TASK INSTRUCTIONS: The required output is a number: how many lines of the data below include the string "highway".

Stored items

Segment Open

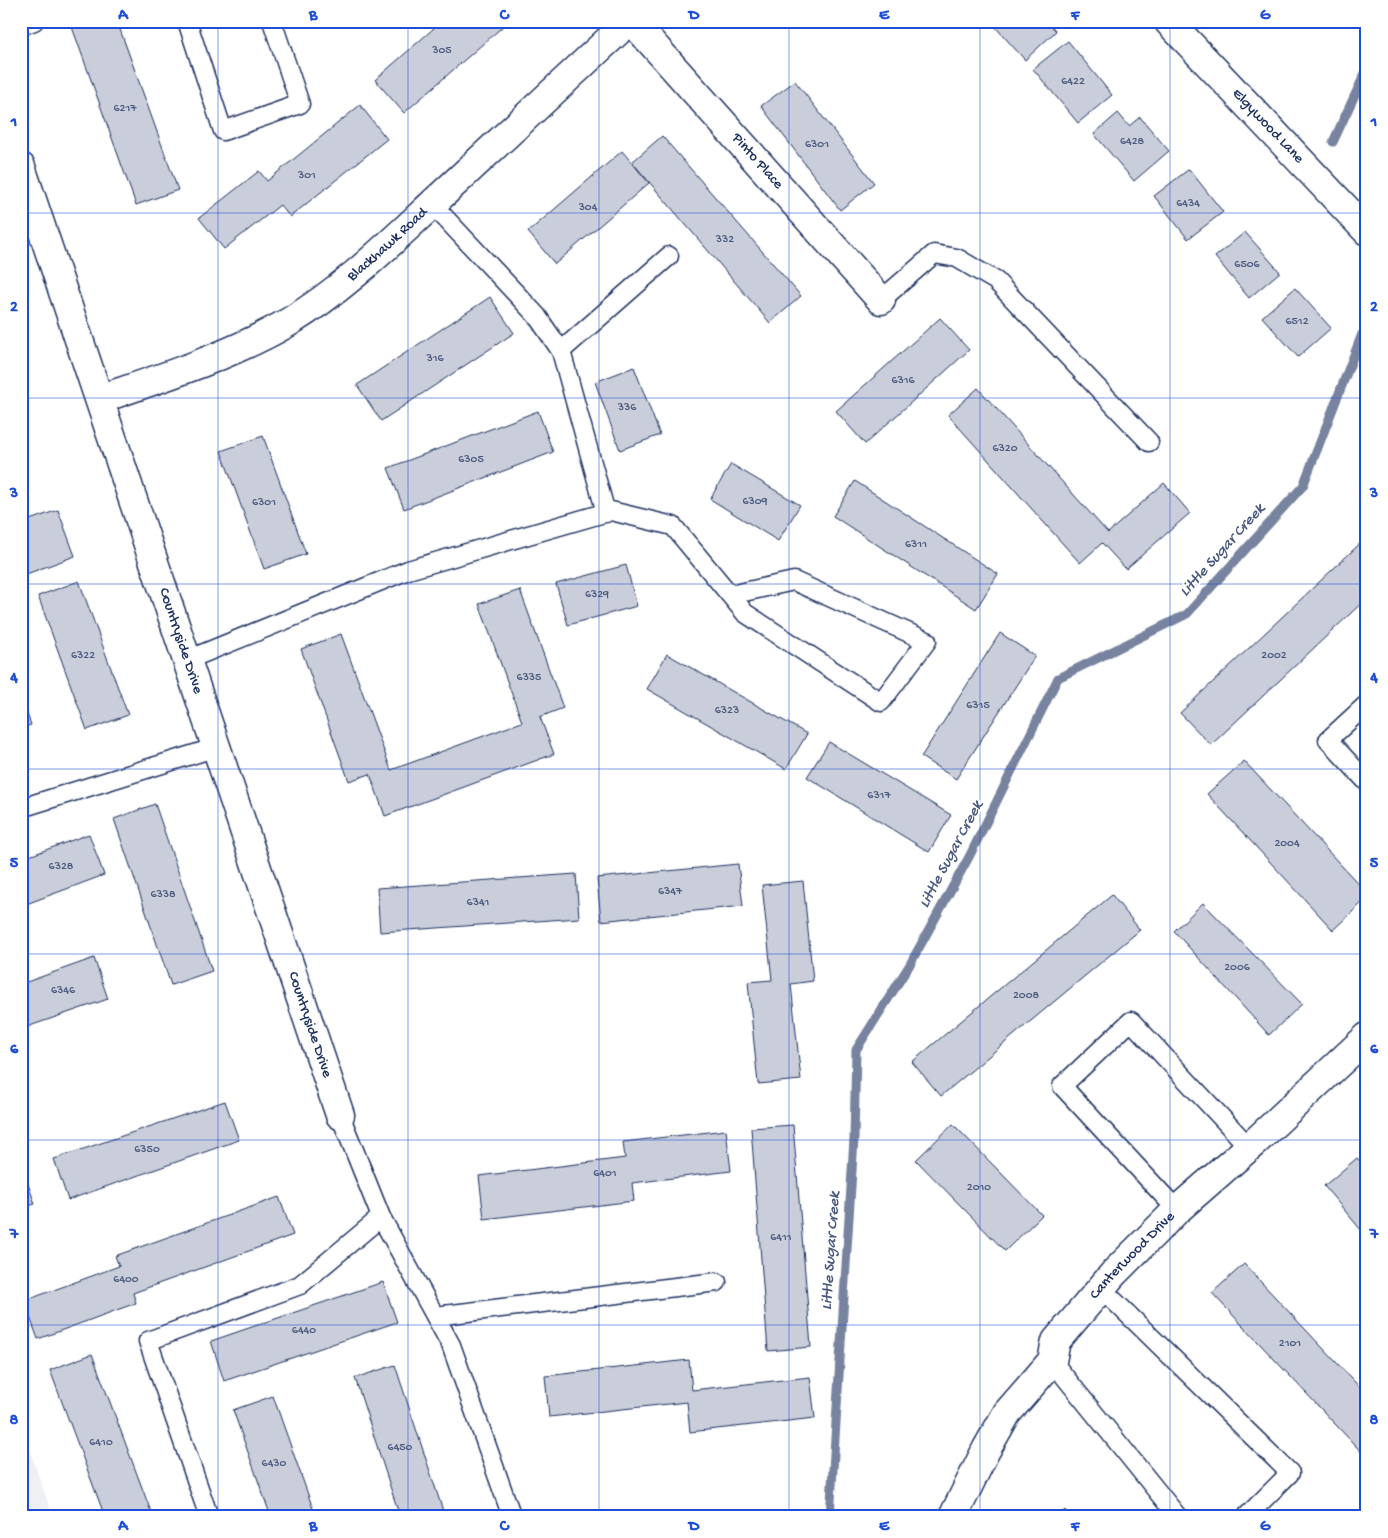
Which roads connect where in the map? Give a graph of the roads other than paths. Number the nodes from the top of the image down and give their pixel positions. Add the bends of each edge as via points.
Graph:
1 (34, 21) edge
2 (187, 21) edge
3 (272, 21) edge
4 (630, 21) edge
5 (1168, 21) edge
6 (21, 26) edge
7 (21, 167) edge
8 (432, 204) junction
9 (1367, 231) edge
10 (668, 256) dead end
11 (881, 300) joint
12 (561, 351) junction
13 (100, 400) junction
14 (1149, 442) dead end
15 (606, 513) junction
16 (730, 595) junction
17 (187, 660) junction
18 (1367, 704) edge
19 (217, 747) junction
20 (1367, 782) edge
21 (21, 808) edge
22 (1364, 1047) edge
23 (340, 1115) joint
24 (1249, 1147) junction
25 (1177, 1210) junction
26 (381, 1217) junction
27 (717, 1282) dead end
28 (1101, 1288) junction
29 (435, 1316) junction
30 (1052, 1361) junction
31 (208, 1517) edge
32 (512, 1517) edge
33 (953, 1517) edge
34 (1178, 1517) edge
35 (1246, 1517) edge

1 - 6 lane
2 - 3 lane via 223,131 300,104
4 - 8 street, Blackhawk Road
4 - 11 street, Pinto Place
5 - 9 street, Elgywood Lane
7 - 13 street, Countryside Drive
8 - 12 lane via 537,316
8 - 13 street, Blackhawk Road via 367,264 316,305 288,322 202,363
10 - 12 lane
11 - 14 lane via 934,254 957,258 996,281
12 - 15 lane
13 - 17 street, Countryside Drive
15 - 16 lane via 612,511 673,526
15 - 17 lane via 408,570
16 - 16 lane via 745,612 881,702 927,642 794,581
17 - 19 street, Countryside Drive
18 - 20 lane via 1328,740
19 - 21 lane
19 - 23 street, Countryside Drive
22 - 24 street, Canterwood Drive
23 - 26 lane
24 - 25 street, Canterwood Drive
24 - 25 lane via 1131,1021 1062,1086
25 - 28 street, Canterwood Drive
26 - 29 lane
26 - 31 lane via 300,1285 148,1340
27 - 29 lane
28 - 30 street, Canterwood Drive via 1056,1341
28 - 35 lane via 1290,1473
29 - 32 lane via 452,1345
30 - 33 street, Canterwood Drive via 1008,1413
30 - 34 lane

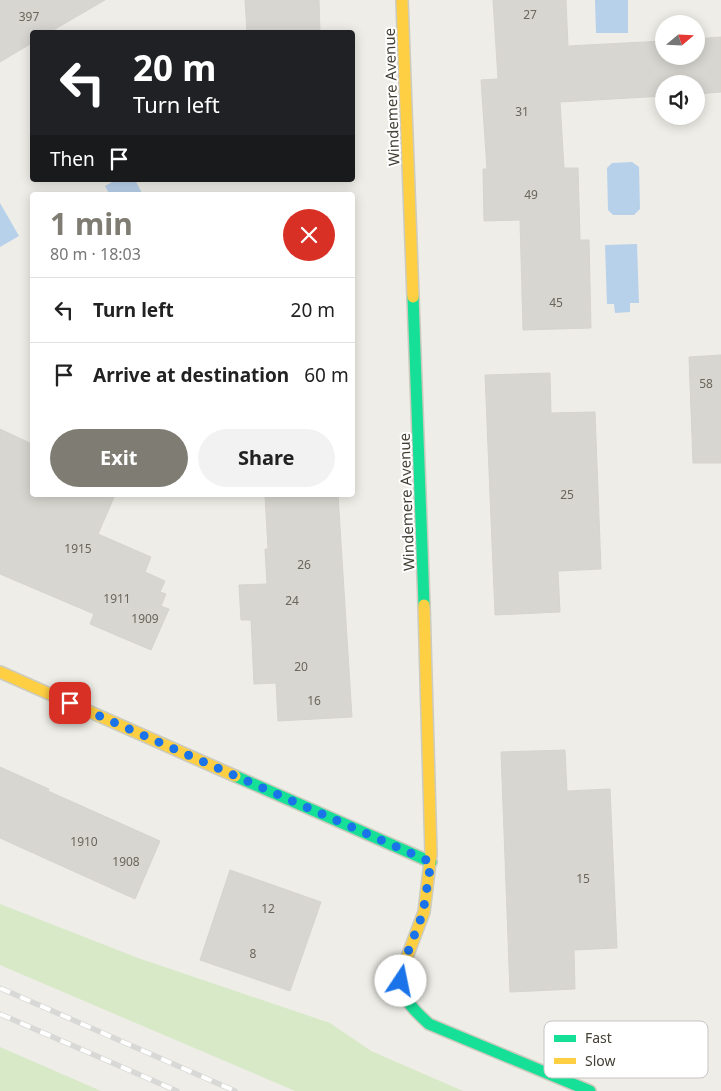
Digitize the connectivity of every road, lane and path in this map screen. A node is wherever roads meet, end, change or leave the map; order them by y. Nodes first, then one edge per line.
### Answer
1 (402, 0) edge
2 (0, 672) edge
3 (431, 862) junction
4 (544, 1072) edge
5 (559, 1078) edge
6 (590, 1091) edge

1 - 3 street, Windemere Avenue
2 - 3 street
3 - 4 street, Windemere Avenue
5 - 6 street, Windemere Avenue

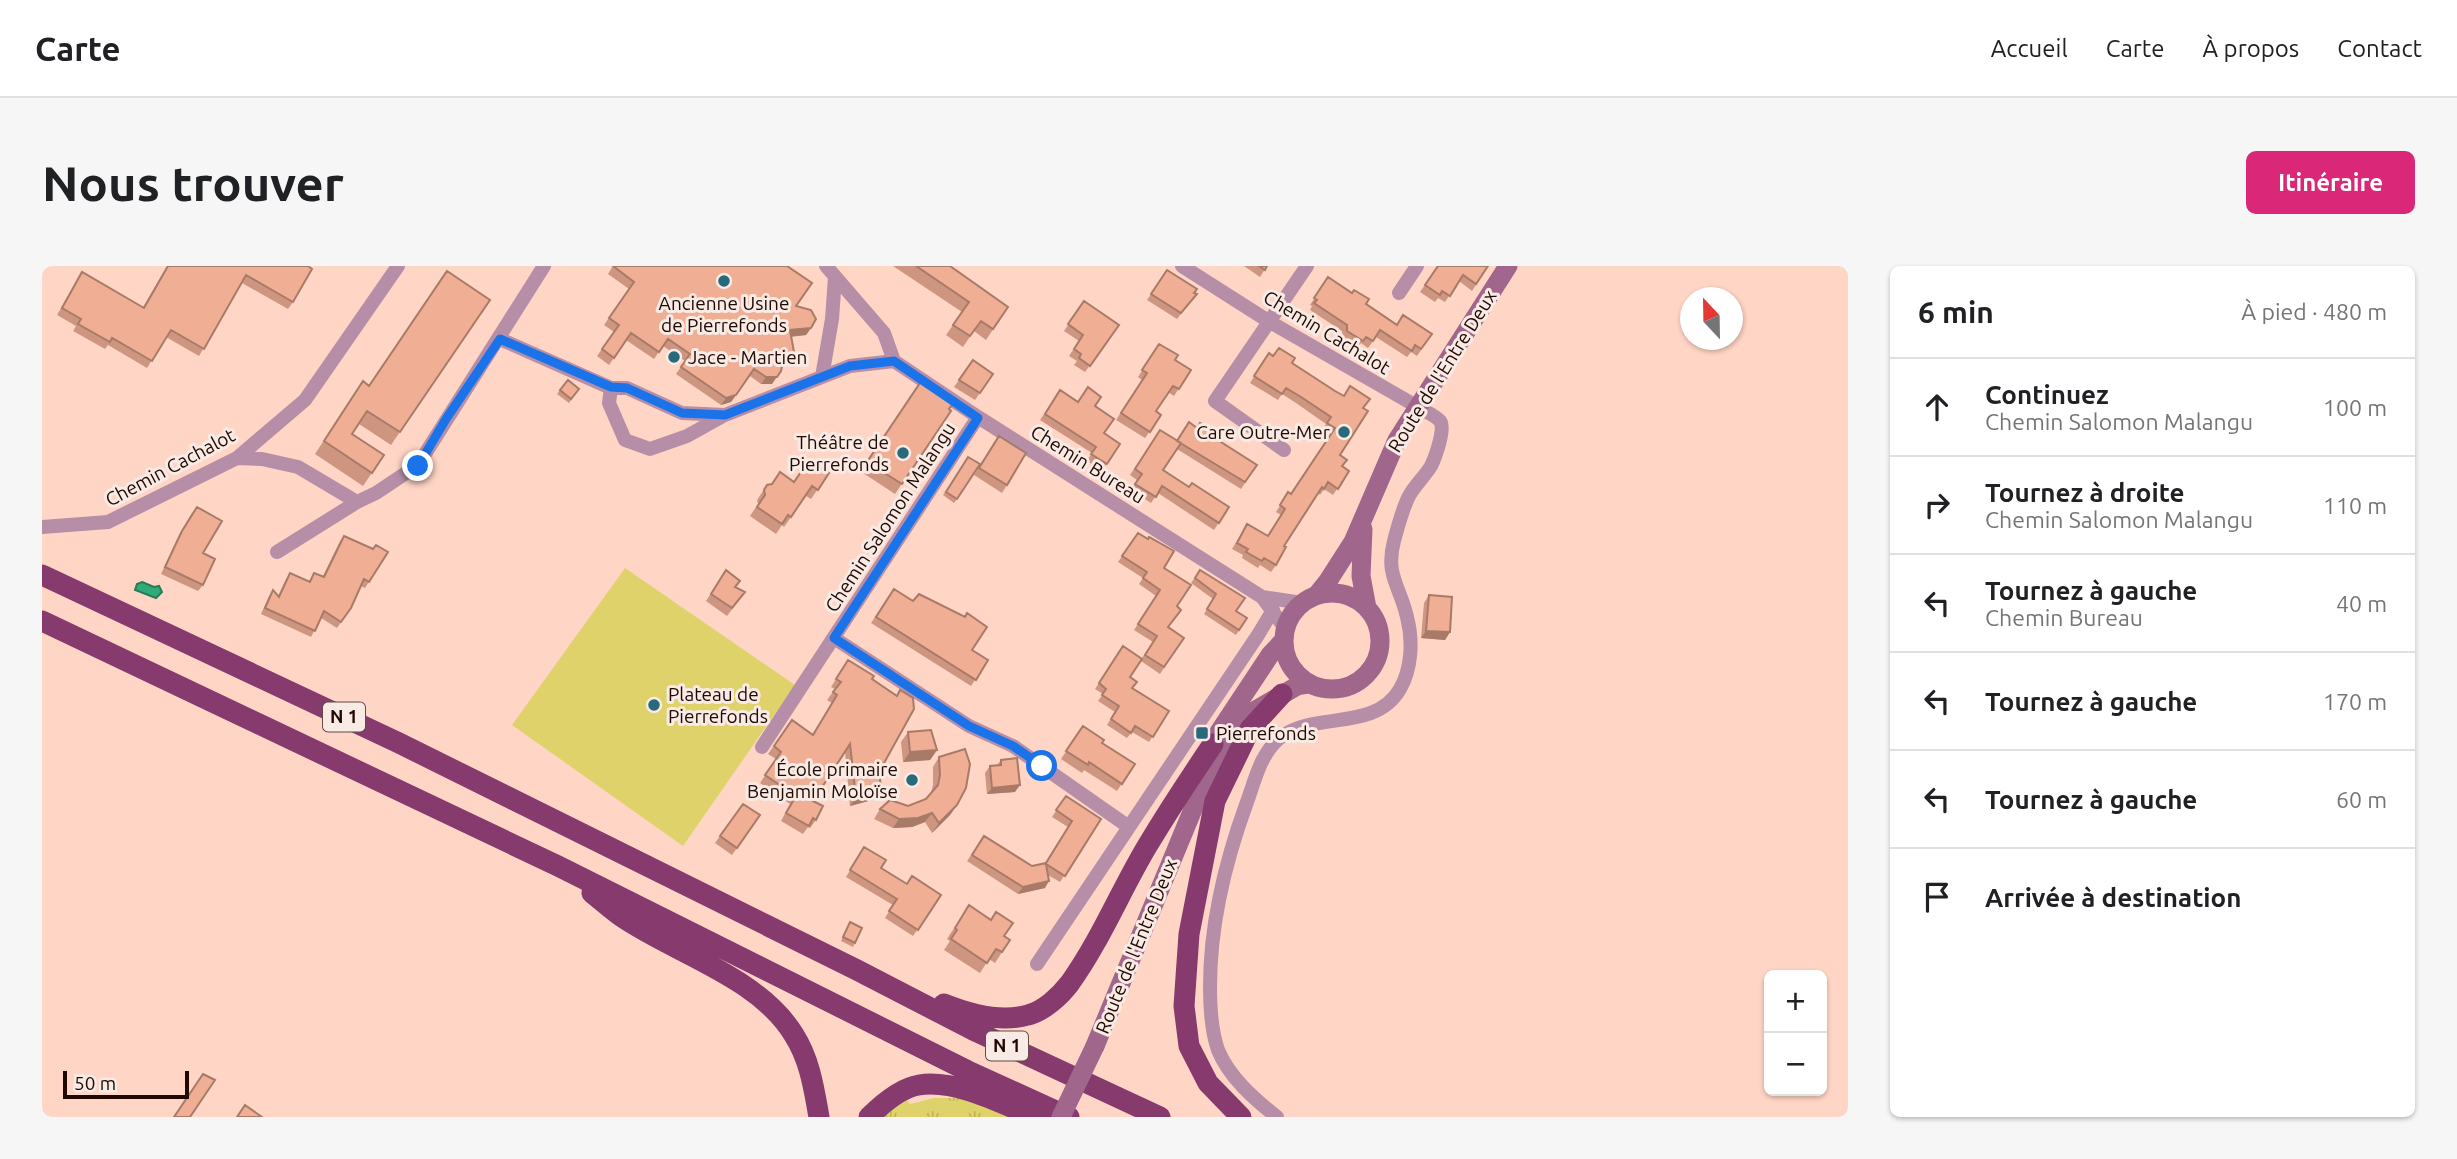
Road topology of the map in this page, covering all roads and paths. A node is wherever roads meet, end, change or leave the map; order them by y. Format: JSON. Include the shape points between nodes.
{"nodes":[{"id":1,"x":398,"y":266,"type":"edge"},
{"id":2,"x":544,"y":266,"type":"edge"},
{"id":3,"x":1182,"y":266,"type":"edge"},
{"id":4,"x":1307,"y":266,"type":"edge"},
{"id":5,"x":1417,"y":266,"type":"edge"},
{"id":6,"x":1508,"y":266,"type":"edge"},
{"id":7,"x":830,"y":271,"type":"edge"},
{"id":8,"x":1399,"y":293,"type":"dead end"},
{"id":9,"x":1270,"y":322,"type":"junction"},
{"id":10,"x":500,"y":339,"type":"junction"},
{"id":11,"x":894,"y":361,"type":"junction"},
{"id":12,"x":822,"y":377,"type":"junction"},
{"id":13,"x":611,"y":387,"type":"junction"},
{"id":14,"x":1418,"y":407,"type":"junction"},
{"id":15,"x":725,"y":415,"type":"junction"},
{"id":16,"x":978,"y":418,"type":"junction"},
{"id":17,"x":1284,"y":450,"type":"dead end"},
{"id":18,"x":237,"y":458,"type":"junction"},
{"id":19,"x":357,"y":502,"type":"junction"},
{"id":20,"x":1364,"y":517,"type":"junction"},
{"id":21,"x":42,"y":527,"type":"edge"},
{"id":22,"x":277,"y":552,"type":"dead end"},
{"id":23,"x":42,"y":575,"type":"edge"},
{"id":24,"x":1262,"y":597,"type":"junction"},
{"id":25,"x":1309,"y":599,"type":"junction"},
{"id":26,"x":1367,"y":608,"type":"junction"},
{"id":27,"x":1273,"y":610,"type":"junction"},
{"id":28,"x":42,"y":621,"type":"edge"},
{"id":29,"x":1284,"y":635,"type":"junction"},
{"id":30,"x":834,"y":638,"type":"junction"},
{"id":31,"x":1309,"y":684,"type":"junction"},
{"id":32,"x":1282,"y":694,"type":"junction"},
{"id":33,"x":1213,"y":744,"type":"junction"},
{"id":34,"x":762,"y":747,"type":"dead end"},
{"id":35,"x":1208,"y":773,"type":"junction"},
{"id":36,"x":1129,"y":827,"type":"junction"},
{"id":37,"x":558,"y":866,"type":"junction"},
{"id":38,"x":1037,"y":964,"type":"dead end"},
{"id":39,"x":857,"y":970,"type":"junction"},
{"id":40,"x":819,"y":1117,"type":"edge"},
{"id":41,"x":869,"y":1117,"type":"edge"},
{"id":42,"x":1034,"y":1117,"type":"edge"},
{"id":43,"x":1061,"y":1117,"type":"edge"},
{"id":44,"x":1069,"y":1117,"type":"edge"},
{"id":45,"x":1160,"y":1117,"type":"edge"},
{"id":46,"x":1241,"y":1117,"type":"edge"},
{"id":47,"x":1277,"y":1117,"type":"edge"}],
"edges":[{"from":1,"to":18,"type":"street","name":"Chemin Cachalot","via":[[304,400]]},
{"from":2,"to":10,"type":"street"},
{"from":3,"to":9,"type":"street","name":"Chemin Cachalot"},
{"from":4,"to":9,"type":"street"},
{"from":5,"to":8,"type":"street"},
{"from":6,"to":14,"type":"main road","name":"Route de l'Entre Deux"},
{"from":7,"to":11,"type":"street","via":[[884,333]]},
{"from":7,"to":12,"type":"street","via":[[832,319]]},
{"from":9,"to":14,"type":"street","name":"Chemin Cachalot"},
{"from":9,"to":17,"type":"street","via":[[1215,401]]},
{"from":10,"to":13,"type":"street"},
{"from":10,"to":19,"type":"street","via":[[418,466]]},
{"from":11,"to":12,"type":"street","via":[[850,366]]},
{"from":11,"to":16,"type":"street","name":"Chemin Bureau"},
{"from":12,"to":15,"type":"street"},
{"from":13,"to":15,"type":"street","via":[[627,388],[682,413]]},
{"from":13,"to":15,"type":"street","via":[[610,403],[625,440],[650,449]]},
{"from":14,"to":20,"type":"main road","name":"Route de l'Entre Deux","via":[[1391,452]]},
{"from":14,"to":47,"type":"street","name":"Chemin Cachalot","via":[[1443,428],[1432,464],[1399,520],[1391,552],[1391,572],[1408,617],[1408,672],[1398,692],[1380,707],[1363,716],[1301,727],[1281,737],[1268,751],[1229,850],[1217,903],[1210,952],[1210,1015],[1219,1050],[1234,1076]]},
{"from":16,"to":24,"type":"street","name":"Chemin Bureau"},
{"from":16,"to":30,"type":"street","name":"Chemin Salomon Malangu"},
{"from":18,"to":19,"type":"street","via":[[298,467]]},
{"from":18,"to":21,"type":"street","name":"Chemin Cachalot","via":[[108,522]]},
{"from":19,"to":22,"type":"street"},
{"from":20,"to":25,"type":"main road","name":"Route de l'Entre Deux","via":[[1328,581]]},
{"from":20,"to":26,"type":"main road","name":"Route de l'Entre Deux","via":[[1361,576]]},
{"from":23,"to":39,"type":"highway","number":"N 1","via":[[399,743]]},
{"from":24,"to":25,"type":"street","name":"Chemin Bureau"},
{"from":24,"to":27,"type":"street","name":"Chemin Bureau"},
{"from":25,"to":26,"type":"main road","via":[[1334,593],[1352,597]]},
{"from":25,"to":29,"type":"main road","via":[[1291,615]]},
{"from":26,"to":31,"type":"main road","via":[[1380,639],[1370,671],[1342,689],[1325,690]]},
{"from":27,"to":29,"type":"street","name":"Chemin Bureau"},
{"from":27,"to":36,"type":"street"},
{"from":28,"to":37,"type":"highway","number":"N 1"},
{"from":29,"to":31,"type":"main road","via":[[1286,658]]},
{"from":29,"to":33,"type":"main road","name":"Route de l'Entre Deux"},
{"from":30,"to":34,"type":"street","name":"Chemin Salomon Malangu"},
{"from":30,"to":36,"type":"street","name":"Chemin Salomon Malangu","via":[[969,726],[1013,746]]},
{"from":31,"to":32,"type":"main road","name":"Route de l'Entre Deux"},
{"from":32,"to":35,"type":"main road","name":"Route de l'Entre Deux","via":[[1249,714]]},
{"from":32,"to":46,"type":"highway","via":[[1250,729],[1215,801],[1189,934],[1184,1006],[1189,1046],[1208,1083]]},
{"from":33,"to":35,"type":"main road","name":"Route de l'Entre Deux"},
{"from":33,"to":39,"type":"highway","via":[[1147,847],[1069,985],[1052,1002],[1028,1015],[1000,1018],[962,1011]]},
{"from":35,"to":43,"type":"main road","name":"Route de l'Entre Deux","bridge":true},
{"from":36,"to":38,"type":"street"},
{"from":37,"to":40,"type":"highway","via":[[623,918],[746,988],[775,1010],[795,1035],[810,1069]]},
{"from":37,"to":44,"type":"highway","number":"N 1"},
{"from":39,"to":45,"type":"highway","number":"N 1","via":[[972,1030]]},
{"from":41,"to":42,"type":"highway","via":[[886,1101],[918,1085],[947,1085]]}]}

Segment Closed

SOLUTION: 8